Arguably the Best Wine in Italy
You probably think of the Tuscan reds like the Chianti when you think of Italian wine. And for a good reason, they’re undoubtedly delicious. But the Piedmont region is home to the Wine of Kings, the great Barolo.
Barolo wine is made from the Nebbiolo grape, predominantly grown in the Langhe subregion of Piedmont. Typically, Barolos are aged at least 38 months, 18 of which are in wood barrels.
The Barolo calling card is the signature “tar and roses” aroma, bright ruby red color, firm tannins, and high acidity. A wine that is perfect for drinking during any season but particularly tasty when paired with hearty and decadent meals in the Fall.

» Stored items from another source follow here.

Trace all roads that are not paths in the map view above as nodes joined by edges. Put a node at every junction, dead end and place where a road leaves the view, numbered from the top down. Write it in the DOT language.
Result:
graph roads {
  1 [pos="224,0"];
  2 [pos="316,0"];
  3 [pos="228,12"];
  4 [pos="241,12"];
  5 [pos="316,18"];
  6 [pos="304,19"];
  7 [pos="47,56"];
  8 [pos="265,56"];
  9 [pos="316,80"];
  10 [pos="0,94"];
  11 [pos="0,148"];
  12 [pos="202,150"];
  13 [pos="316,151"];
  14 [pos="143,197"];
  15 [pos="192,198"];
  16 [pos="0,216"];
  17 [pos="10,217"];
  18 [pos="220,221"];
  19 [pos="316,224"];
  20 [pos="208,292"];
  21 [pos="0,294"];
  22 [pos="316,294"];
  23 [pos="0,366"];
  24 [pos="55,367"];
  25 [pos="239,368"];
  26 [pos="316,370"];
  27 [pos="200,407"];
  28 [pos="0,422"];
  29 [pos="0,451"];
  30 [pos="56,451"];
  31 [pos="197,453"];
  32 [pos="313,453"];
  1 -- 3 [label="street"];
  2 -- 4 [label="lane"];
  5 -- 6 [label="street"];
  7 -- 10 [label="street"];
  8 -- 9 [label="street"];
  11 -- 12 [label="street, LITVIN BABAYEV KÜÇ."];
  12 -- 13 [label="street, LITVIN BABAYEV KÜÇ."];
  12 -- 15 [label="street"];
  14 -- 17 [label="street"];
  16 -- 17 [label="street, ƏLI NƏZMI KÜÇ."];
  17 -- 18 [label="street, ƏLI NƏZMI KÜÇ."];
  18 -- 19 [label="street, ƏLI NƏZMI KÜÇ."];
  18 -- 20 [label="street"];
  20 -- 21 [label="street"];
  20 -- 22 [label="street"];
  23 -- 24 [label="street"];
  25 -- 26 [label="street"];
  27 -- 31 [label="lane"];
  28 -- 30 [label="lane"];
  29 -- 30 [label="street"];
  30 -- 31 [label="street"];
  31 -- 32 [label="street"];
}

Try them for yourself; Piedmont is littered with wineries – perfect for a day or two of wine tasting and touring. And if the Barolo is not your style, the Piedmont region is also home to more wine varieties, such as the Barbera or the Nebbiolo.
Barolo at G.D. VAJRA Winery
The Food is Outrageously Good
While you’re drinking some of the best wine in the world, you can gorge yourself on the simple yet decadent food of the Piedmont region.

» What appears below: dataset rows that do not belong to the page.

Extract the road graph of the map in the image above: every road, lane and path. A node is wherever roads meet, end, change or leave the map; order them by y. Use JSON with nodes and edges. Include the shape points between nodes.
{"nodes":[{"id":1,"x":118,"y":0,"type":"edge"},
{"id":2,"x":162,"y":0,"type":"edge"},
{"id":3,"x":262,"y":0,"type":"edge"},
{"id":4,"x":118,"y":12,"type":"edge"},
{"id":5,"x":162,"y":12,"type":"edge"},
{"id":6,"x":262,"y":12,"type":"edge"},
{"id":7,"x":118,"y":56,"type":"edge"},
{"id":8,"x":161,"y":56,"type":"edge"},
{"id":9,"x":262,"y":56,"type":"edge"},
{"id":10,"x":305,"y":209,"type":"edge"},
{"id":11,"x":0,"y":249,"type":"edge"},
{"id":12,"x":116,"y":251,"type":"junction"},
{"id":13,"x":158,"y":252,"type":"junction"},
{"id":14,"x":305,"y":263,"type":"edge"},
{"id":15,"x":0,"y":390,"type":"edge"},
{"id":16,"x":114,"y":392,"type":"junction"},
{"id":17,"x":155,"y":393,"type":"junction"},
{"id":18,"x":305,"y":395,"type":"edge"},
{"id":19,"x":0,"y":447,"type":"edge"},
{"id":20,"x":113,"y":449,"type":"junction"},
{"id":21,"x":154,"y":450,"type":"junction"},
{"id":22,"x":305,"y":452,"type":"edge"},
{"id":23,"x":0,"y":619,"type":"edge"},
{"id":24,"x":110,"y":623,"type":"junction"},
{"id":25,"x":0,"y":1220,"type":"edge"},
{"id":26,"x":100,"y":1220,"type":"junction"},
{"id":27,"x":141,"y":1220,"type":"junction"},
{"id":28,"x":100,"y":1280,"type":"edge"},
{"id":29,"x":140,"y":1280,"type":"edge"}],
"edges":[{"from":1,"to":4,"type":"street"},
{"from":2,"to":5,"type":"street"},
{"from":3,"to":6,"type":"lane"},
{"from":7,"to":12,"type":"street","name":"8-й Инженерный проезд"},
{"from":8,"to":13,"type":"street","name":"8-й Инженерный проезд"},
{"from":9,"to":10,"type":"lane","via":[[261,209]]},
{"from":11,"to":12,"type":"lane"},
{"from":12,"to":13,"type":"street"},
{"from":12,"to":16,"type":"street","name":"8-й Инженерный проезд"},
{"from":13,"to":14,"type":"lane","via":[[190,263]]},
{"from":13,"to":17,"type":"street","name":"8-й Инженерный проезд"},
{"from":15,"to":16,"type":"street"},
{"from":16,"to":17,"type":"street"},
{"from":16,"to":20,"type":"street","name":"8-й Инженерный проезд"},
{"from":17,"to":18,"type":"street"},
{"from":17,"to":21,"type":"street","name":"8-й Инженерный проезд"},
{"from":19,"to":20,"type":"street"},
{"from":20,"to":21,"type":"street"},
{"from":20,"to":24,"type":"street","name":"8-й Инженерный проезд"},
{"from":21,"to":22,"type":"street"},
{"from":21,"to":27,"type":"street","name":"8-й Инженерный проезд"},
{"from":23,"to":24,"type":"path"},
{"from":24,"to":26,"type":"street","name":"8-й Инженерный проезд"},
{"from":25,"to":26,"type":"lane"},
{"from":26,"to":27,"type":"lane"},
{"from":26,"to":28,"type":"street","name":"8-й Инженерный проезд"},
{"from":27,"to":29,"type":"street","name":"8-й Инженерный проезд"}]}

The town of Bra is widely credited as the birthplace of the “slow food” movement. But the simple tenants of sourcing food locally, preparing it traditionally, and enjoying it with good company can be found throughout the region. As such, stopping in a random osteria in Piedmont is hardly a gamble.

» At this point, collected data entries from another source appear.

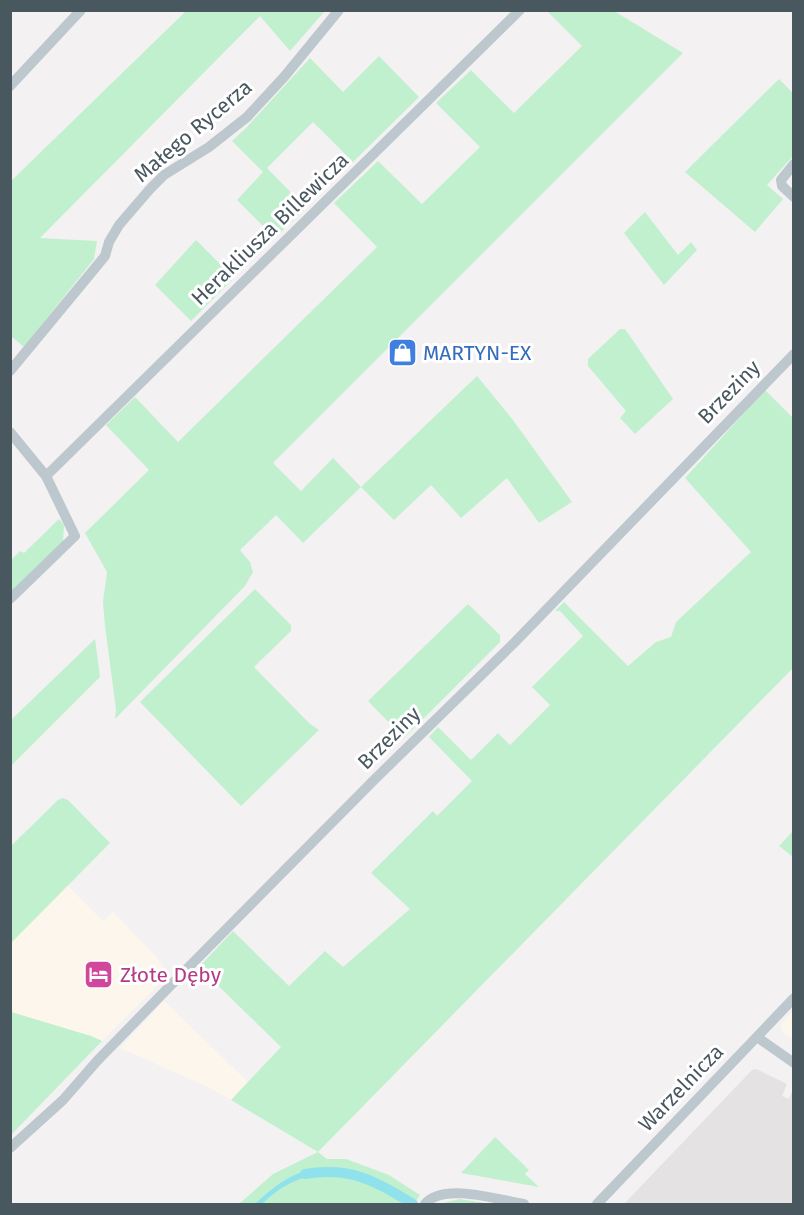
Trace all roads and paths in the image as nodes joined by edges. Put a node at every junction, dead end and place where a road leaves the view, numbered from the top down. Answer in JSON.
{"nodes":[{"id":1,"x":81,"y":10,"type":"edge"},
{"id":2,"x":339,"y":10,"type":"edge"},
{"id":3,"x":520,"y":10,"type":"edge"},
{"id":4,"x":10,"y":86,"type":"edge"},
{"id":5,"x":794,"y":164,"type":"edge"},
{"id":6,"x":794,"y":197,"type":"edge"},
{"id":7,"x":794,"y":354,"type":"edge"},
{"id":8,"x":10,"y":370,"type":"edge"},
{"id":9,"x":10,"y":432,"type":"edge"},
{"id":10,"x":46,"y":476,"type":"junction"},
{"id":11,"x":10,"y":599,"type":"edge"},
{"id":12,"x":794,"y":998,"type":"edge"},
{"id":13,"x":757,"y":1037,"type":"junction"},
{"id":14,"x":794,"y":1063,"type":"edge"},
{"id":15,"x":10,"y":1148,"type":"edge"},
{"id":16,"x":426,"y":1203,"type":"edge"},
{"id":17,"x":524,"y":1204,"type":"edge"},
{"id":18,"x":597,"y":1204,"type":"edge"}],
"edges":[{"from":1,"to":4,"type":"street"},
{"from":2,"to":8,"type":"street","name":"Małego Rycerza"},
{"from":3,"to":10,"type":"street","name":"Herakliusza Billewicza"},
{"from":5,"to":6,"type":"street"},
{"from":7,"to":15,"type":"street","name":"Brzeziny"},
{"from":9,"to":10,"type":"street"},
{"from":10,"to":11,"type":"street"},
{"from":12,"to":13,"type":"street","name":"Warzelnicza"},
{"from":13,"to":14,"type":"street"},
{"from":13,"to":18,"type":"street","name":"Warzelnicza"},
{"from":16,"to":17,"type":"street"}]}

Nearby you’ll find the town of Alba, which is famous for the Tartufo Bianco d’Alba, or the Alba White Truffle. People have been coming to Alba for centuries looking for the famed truffle. Possibly the most famous dish in the region is the tajarin al tartufo – homemade pasta with butter and freshly shaved white truffles. But if you travel to Piedmont during the truffle harvest season in the Fall, seemingly every meal is topped with the delicate truffle.
Tajarin al tartufo at Osteria la Libera
Piedmont is Spectacularly Beautiful
If the food and wine weren’t enough to convince you, the entire Piedmont region is beautiful. Like Tuscany, Piedmont is full of old villages and castles perched upon rolling hills. What sets Piedmont apart is the backdrop of the snowcapped Italian Alps to the west.
The best way to experience Piedmont is to rent a car and drive through the region, making pit stops in villages along the way. Eventually, after enough time driving and meandering through the winding roads, one will beckon you to wander its streets. Pick a village, any village – the tattered cobblestone will tell you its history.
Le Case Della Saracca in Monforte d’Alba
So have I convinced you to not overlook the Piedmont region yet? Sure, you may not be able to post that picture of the Amalfi Coast or get lost in the meandering canals of Venice. And you’ll have to wait to visit the great monuments of Rome. But when you take a trip to the Piedmont region, you’ll arguably be happier eating decadent pasta and sipping fine wine, all while looking across its lush rolling hills.